─── Extracted information ───

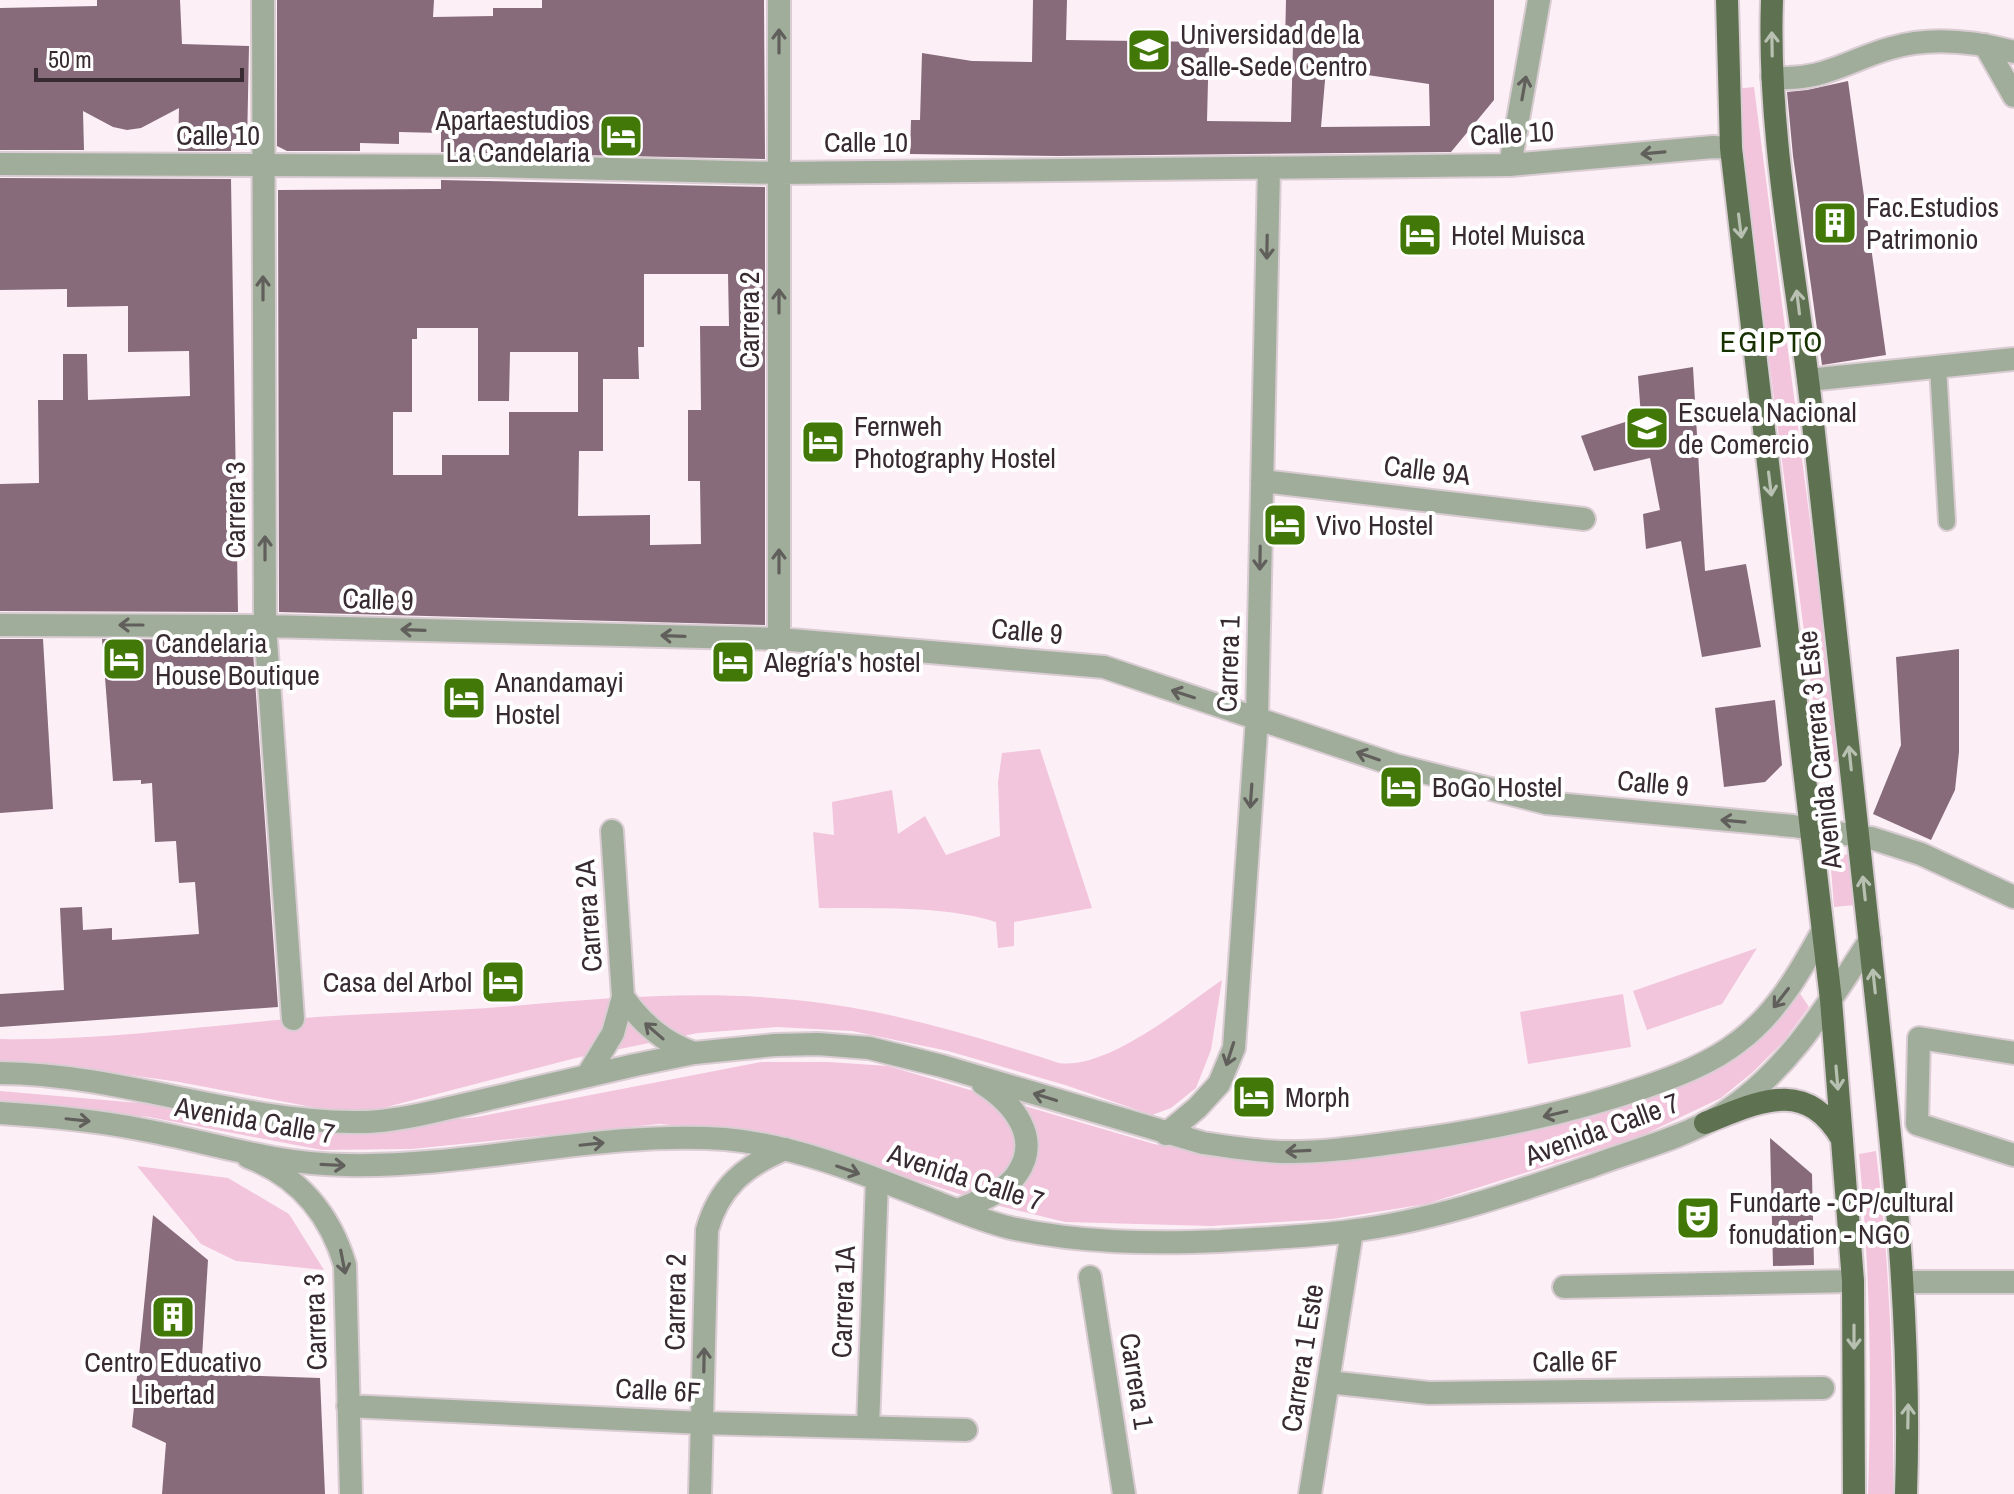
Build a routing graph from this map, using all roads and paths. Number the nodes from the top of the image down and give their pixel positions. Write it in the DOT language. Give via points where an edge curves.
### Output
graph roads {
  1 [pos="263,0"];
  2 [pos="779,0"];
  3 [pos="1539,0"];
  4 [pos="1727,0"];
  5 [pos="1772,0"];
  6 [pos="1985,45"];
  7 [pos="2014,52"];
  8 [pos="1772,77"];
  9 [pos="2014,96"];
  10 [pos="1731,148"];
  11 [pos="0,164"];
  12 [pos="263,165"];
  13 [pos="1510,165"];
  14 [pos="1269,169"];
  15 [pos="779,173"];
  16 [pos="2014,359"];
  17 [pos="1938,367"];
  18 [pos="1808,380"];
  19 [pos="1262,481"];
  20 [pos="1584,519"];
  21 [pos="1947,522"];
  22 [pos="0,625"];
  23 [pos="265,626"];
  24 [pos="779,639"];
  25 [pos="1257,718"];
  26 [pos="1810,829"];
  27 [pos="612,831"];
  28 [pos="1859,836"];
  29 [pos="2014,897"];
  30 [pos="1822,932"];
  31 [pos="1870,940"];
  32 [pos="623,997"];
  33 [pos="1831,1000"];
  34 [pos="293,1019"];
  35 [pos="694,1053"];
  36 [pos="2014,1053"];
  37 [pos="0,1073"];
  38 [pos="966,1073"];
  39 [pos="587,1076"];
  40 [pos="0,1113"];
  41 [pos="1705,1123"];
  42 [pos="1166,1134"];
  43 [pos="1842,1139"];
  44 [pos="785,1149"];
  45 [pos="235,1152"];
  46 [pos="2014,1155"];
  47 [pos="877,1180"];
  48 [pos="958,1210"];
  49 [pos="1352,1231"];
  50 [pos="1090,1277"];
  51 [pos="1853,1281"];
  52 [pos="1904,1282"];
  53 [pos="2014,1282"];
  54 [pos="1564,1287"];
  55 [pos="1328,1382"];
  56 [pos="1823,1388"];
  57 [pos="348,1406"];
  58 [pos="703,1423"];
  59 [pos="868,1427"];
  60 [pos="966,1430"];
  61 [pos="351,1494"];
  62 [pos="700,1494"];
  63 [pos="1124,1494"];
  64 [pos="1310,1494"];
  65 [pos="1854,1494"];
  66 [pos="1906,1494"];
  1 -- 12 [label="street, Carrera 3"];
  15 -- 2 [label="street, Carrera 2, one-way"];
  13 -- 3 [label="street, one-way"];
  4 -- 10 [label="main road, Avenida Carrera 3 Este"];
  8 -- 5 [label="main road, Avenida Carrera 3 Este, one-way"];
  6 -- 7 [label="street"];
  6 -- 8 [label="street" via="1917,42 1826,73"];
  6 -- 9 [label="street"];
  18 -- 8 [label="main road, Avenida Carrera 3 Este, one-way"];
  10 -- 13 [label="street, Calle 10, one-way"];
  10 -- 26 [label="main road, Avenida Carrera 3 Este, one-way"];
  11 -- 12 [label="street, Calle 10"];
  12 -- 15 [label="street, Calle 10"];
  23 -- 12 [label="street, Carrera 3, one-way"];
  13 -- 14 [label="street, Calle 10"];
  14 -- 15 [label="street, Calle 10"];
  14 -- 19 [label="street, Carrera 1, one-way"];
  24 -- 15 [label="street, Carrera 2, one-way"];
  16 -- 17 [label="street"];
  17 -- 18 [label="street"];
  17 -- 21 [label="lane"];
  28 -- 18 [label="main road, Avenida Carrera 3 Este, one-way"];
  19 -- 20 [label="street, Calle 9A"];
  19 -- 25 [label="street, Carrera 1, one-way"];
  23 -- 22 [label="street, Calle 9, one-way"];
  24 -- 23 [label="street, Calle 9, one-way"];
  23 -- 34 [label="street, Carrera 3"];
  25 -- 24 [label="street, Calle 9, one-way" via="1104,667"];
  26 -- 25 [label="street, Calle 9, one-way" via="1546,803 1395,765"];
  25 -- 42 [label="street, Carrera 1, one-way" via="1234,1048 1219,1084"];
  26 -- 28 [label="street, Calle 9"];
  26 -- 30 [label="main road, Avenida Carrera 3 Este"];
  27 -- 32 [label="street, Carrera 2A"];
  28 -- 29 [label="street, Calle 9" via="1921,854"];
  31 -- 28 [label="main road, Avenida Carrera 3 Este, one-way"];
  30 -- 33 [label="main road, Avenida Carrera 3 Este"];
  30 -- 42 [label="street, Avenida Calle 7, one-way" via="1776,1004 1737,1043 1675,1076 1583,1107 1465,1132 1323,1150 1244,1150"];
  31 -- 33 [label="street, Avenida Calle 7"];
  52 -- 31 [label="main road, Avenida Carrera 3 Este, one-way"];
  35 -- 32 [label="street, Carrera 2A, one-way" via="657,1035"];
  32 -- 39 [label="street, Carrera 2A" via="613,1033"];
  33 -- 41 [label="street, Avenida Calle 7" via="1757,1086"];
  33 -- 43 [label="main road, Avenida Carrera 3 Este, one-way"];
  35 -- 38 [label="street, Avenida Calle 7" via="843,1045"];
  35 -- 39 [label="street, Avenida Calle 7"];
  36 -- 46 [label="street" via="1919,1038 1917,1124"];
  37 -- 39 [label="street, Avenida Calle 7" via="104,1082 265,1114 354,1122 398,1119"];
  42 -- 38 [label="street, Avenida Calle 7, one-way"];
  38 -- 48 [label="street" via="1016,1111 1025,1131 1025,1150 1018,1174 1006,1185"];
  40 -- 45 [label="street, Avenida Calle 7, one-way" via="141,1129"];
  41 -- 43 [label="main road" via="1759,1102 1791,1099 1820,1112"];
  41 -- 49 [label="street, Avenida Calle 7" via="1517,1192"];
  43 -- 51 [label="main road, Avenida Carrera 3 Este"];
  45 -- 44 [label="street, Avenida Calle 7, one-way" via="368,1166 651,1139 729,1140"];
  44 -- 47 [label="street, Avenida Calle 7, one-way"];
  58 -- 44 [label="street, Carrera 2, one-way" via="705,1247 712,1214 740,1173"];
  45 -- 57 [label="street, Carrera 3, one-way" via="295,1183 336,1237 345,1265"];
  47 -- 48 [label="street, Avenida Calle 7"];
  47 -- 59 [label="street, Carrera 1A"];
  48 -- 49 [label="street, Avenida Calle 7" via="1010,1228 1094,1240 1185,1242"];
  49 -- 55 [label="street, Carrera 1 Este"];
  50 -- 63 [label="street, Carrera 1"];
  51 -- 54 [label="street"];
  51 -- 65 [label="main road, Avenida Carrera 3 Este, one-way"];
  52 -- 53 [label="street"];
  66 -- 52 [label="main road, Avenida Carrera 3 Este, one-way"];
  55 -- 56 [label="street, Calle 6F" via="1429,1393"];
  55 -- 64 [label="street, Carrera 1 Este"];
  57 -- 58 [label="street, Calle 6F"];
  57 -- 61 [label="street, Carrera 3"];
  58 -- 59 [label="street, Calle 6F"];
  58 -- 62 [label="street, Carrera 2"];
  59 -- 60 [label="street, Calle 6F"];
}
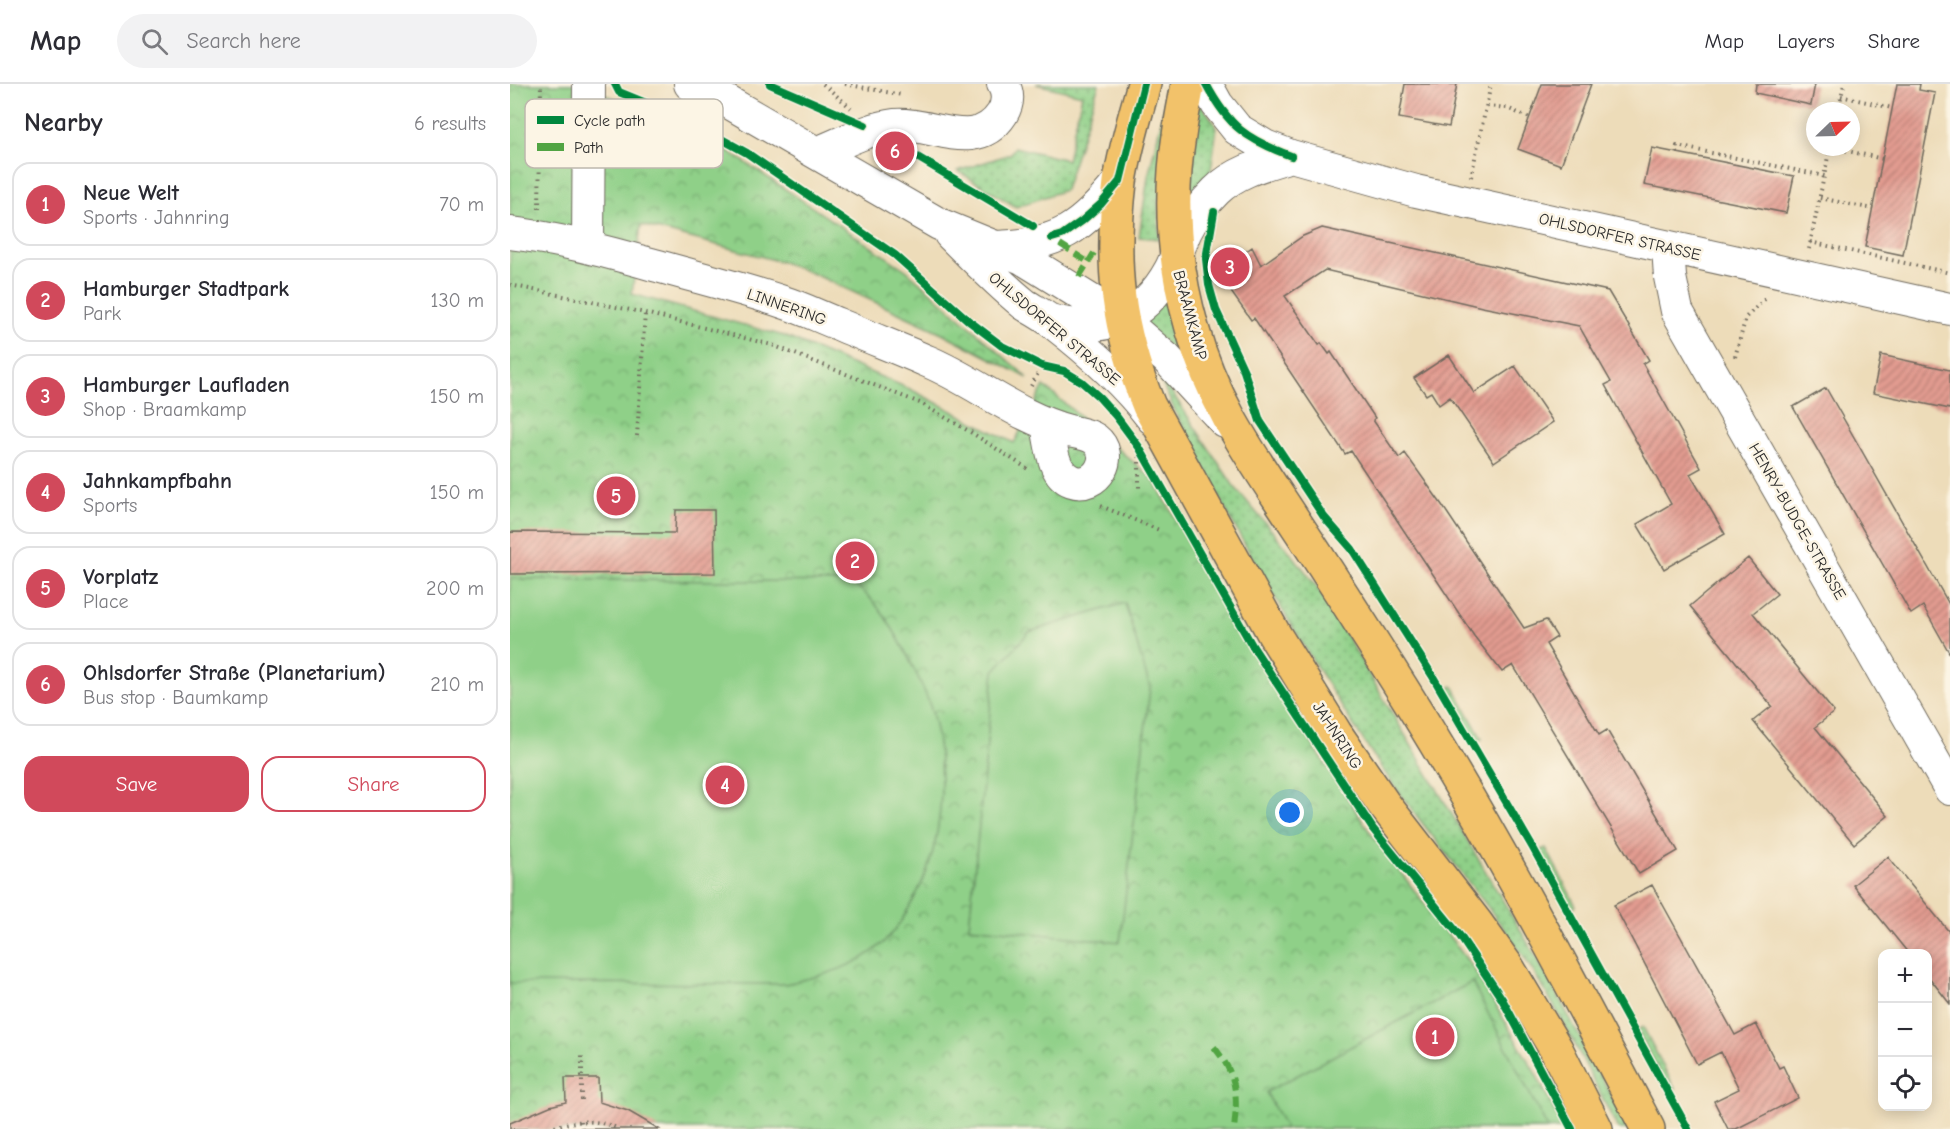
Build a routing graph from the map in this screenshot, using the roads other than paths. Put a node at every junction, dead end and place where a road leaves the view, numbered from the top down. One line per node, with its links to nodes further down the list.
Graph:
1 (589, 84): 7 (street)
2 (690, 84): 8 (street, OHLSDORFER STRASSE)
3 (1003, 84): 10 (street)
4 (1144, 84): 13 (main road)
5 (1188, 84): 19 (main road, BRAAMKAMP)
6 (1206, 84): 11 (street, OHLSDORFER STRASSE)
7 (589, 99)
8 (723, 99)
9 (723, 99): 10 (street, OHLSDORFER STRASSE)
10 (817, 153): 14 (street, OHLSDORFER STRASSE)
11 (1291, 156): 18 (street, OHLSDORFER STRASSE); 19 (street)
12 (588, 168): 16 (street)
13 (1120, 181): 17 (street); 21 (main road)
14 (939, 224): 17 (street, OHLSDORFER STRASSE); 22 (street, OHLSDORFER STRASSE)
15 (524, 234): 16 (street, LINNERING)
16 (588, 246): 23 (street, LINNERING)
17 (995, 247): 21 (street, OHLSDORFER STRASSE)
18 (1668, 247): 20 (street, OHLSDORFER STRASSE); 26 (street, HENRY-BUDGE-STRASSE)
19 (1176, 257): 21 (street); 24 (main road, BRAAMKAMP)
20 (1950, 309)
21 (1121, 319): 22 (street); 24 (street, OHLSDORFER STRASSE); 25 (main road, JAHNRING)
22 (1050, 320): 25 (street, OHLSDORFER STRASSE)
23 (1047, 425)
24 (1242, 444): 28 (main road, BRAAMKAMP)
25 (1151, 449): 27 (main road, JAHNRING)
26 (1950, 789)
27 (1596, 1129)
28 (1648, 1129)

───

Find the string "LINNERING" in the records, then copy each line where it occurs.

15 (524, 234): 16 (street, LINNERING)
16 (588, 246): 23 (street, LINNERING)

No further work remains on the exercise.